Work request → Please find every line in the entries below that contains the string "item", and copy it.

Data extract →
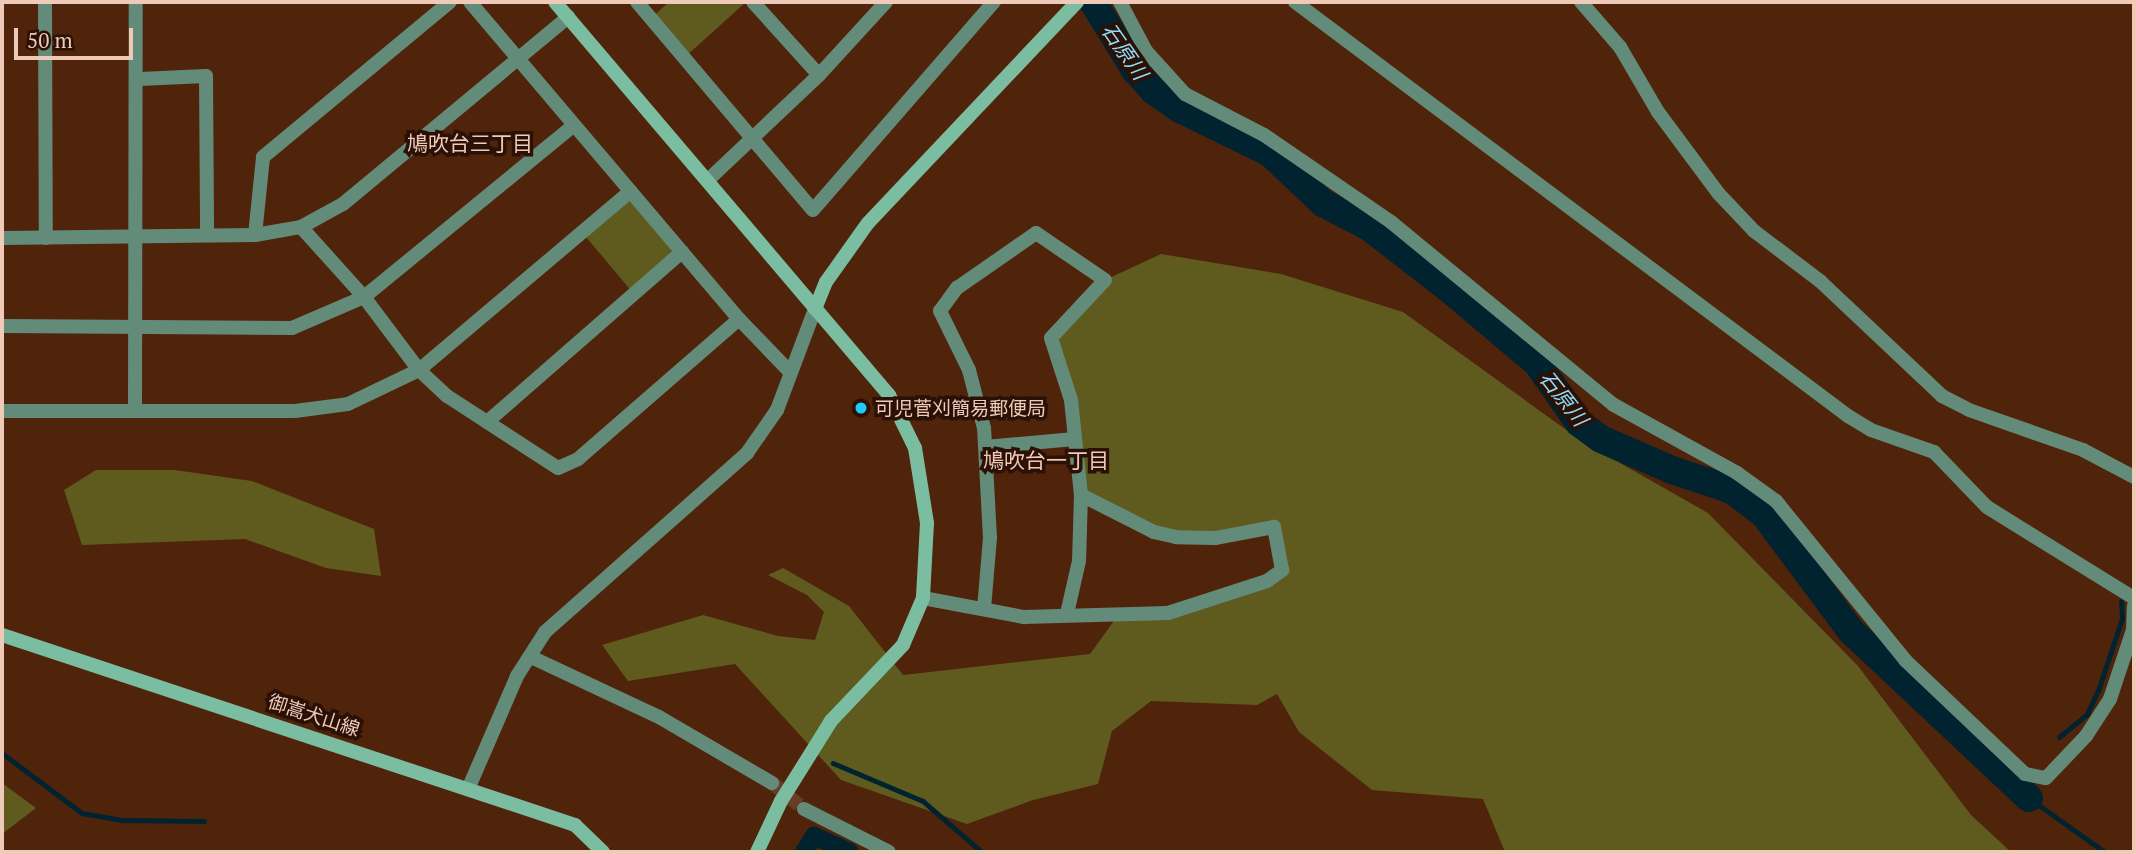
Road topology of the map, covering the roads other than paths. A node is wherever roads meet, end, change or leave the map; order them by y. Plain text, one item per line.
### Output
1 (45, 2) edge
2 (136, 2) edge
3 (450, 2) edge
4 (470, 2) edge
5 (555, 2) edge
6 (637, 2) edge
7 (886, 2) edge
8 (994, 2) edge
9 (1120, 2) edge
10 (1295, 2) edge
11 (1581, 2) edge
12 (755, 3) edge
13 (1072, 7) edge
14 (568, 17) junction
15 (517, 57) junction
16 (819, 75) junction
17 (139, 79) junction
18 (574, 125) junction
19 (754, 138) junction
20 (708, 180) junction
21 (631, 191) junction
22 (301, 227) junction
23 (207, 235) junction
24 (255, 235) junction
25 (139, 237) junction
26 (2, 238) edge
27 (46, 238) junction
28 (682, 252) junction
29 (364, 297) junction
30 (816, 309) junction
31 (739, 320) junction
32 (2, 326) edge
33 (137, 327) junction
34 (419, 370) junction
35 (789, 371) junction
36 (135, 409) junction
37 (2, 411) edge
38 (487, 422) junction
39 (1075, 439) junction
40 (985, 447) junction
41 (2134, 477) edge
42 (1081, 495) junction
43 (923, 598) junction
44 (2134, 598) edge
45 (2134, 607) edge
46 (984, 609) junction
47 (1067, 614) junction
48 (2, 635) edge
49 (531, 657) junction
50 (772, 783) tunnel mouth
51 (470, 787) junction
52 (804, 810) tunnel mouth
53 (603, 852) edge
54 (757, 852) edge
55 (889, 852) edge

1 - 27 street
2 - 17 street
3 - 24 street
4 - 15 street
5 - 14 street
6 - 19 street
7 - 16 street
8 - 19 street
9 - 45 street
10 - 44 street
11 - 41 street
12 - 16 street
13 - 30 street
14 - 15 street
14 - 20 street
15 - 18 street
15 - 22 street
16 - 19 street
17 - 23 street
17 - 25 street
18 - 21 street
18 - 29 street
19 - 20 street
20 - 30 street
21 - 28 street
21 - 34 street
22 - 24 street
22 - 29 street
23 - 24 street
23 - 25 street
25 - 27 street
25 - 33 street
26 - 27 street
28 - 31 street
28 - 38 street
29 - 33 street
29 - 34 street
30 - 35 street
30 - 43 street
31 - 35 street
31 - 38 street
32 - 33 street
33 - 36 street
34 - 36 street
34 - 38 street
35 - 49 street
36 - 37 street
39 - 40 street
39 - 40 street
39 - 42 street
40 - 46 street
42 - 47 street
42 - 47 street
43 - 46 street
43 - 54 street
46 - 47 street
48 - 51 street, 御嵩犬山線
49 - 50 street
49 - 51 street
51 - 53 street, 御嵩犬山線
52 - 55 street

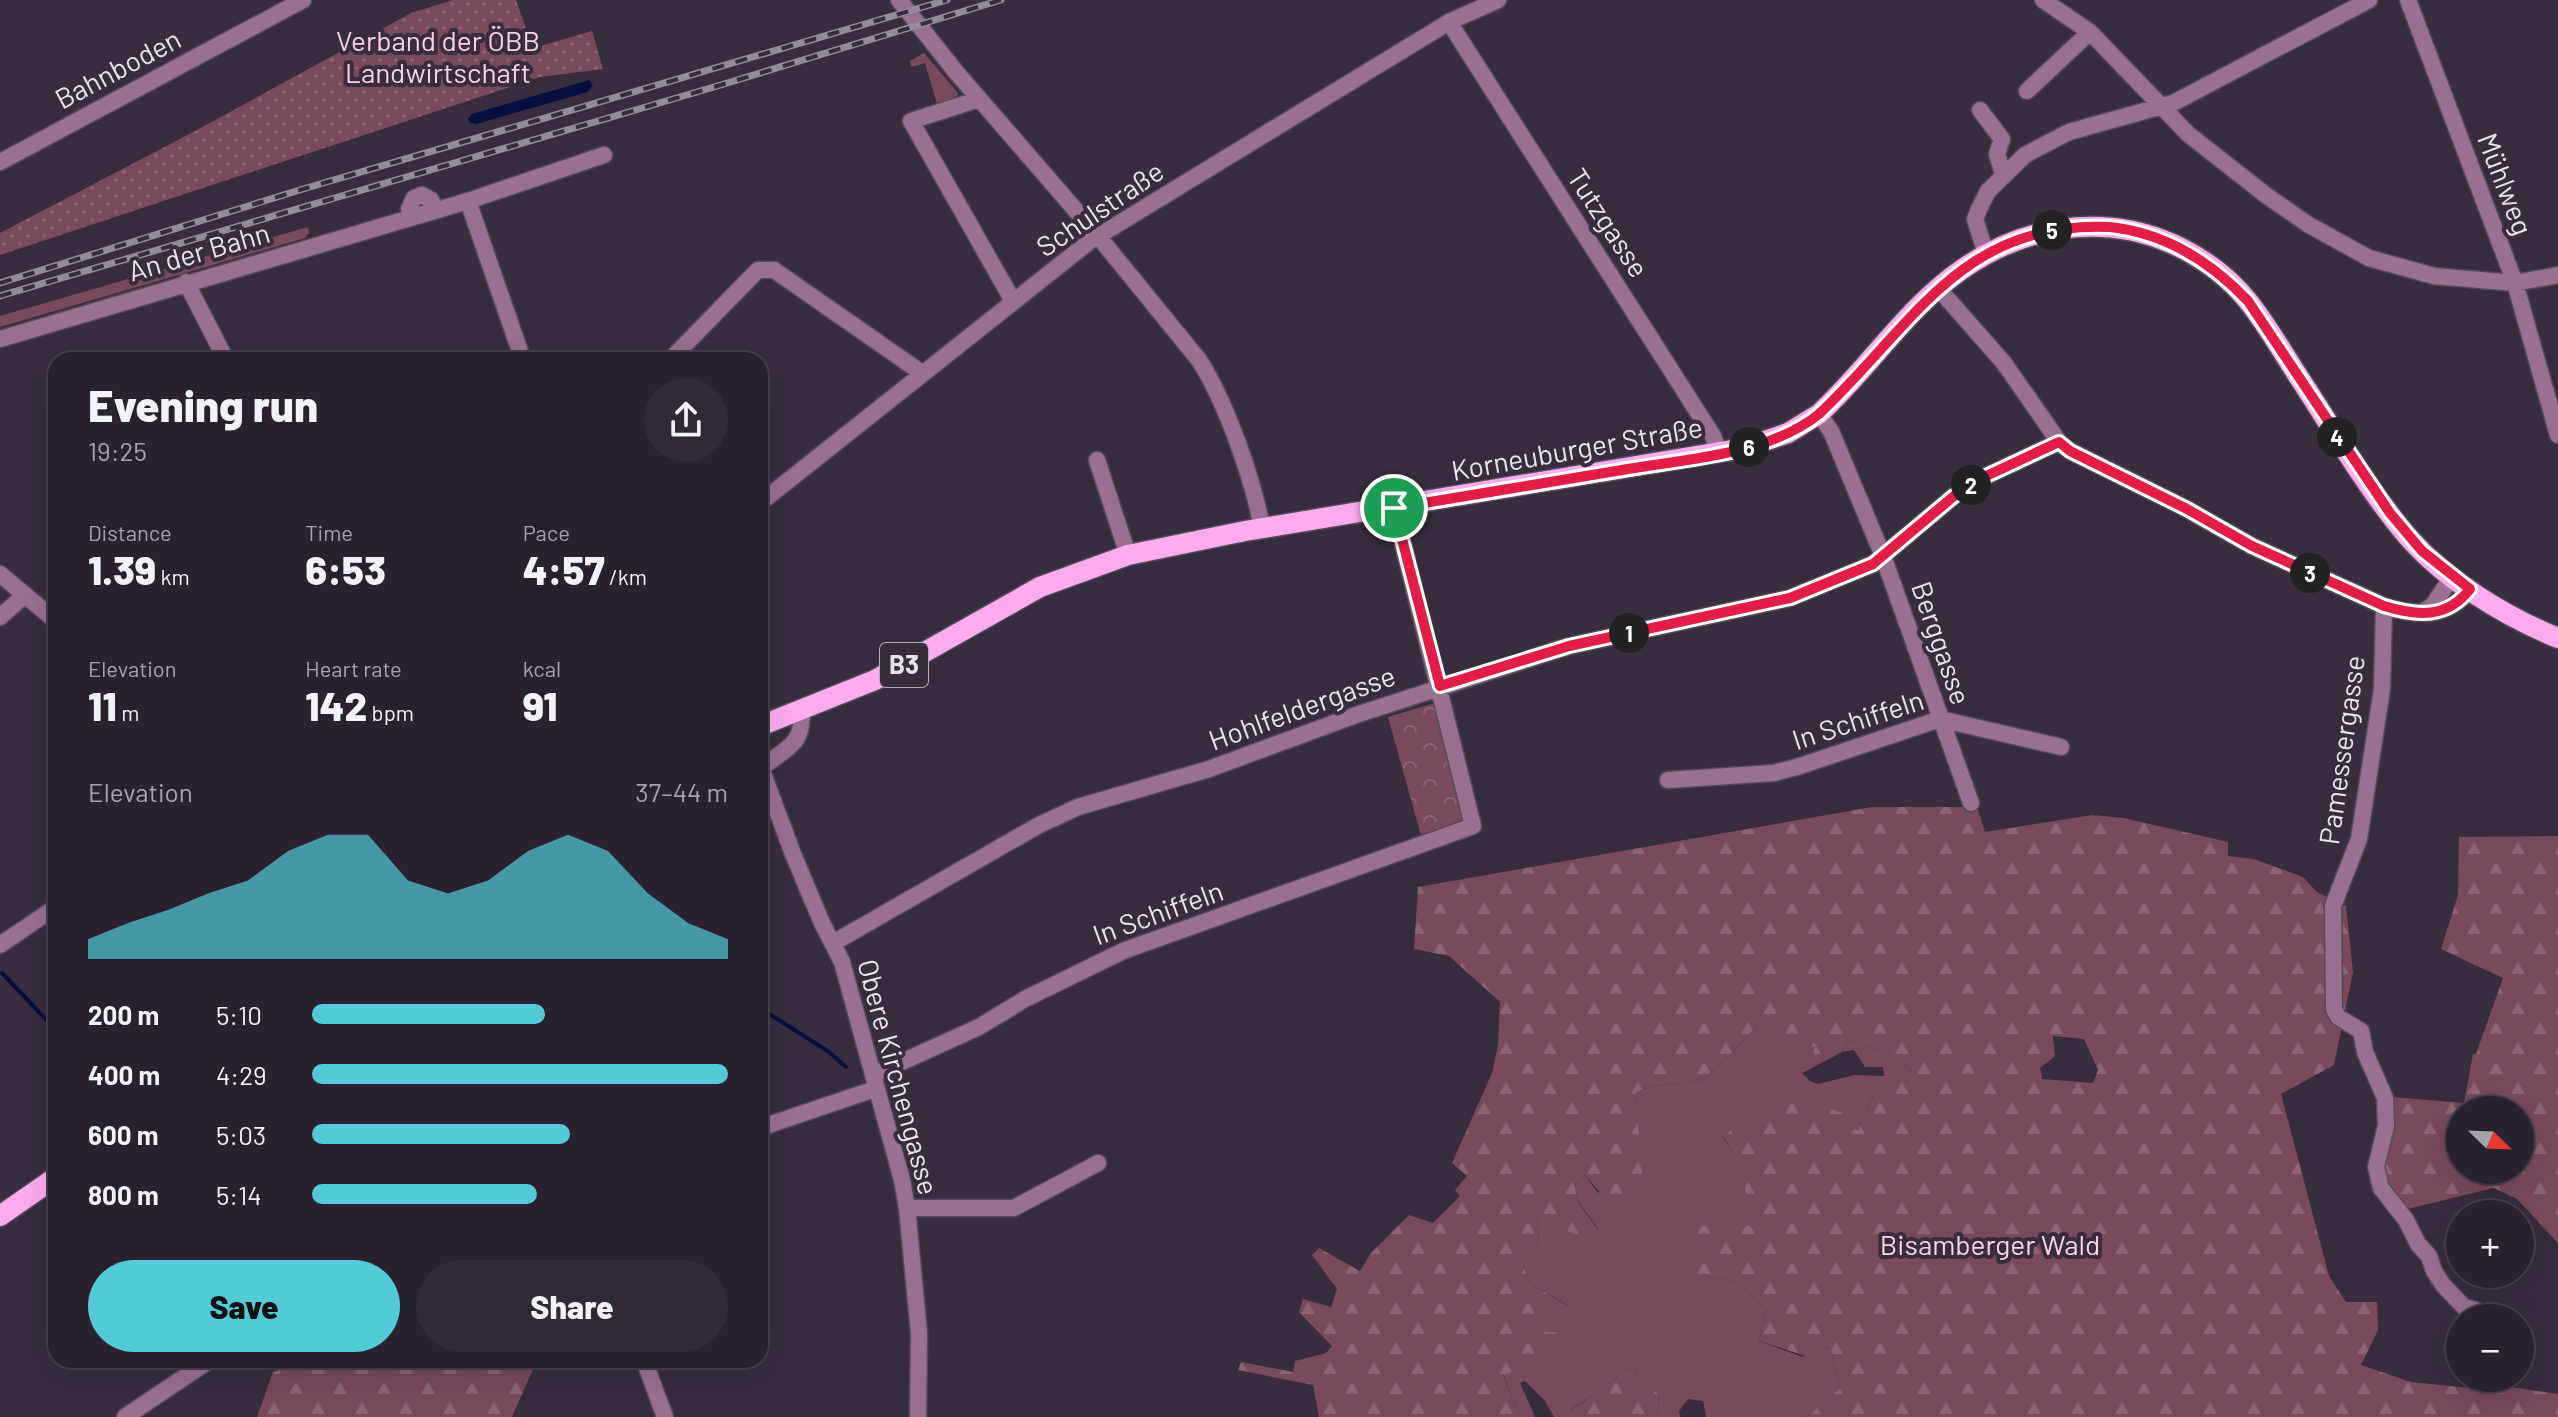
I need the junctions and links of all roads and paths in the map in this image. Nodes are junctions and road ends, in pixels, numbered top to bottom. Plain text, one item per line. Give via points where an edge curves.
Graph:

Solution →
Road topology of the map, covering the roads other than paths. A node is wherever roads meet, end, change or leave the map; order them by y. Plain text, one item per line.
I need the junctions and links of all roads and paths in the map in this image. Nodes are junctions and road ends, in pixels, numbered top to bottom. Plain text, one item per line. Give via points where an edge curves.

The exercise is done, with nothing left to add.